**Exercise directions:** Reproduce each line of the entries that carries "Peña".

**Entries provided:**
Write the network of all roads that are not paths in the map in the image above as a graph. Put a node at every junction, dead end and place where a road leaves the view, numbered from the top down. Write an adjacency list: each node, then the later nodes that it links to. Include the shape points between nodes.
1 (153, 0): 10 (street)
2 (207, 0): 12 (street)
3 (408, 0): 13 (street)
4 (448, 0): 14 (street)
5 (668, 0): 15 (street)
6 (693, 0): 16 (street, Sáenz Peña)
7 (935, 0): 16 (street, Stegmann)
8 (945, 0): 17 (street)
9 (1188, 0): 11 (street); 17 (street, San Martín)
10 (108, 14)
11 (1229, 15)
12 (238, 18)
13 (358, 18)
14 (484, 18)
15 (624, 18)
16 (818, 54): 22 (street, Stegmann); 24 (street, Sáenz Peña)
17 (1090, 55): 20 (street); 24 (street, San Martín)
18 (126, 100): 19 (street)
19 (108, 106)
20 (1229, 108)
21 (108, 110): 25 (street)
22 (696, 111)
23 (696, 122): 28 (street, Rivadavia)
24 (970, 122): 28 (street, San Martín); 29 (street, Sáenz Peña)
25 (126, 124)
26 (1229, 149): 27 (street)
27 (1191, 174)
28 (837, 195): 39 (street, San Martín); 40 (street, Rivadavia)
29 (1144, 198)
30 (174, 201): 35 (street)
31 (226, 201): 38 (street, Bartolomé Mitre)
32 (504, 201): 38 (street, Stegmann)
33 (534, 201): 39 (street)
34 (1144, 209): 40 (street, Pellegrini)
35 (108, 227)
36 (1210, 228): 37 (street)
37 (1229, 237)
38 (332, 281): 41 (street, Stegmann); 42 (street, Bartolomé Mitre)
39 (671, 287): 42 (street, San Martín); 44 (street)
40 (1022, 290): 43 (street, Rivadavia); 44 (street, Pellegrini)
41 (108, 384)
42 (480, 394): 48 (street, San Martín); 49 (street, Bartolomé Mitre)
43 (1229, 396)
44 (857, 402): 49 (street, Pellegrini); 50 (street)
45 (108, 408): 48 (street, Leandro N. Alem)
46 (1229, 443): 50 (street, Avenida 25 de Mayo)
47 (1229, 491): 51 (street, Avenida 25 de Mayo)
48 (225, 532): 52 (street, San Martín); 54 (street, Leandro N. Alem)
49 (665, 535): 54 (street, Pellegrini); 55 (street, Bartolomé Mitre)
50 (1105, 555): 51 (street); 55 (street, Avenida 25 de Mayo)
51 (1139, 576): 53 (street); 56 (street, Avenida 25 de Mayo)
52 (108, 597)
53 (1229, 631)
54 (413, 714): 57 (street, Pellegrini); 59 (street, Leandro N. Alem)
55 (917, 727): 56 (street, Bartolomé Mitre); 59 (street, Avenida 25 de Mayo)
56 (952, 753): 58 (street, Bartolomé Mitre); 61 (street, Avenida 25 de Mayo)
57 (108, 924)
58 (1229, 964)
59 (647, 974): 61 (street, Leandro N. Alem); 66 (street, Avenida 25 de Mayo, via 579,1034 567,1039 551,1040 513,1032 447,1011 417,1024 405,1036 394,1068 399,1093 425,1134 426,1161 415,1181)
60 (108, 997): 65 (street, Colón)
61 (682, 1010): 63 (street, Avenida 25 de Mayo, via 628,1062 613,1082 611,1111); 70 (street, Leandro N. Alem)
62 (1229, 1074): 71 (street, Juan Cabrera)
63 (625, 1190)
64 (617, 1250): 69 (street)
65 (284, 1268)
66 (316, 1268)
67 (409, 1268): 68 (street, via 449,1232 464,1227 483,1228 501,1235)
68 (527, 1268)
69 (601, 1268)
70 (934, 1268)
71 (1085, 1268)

**Response to this exercise:**
6 (693, 0): 16 (street, Sáenz Peña)
16 (818, 54): 22 (street, Stegmann); 24 (street, Sáenz Peña)
24 (970, 122): 28 (street, San Martín); 29 (street, Sáenz Peña)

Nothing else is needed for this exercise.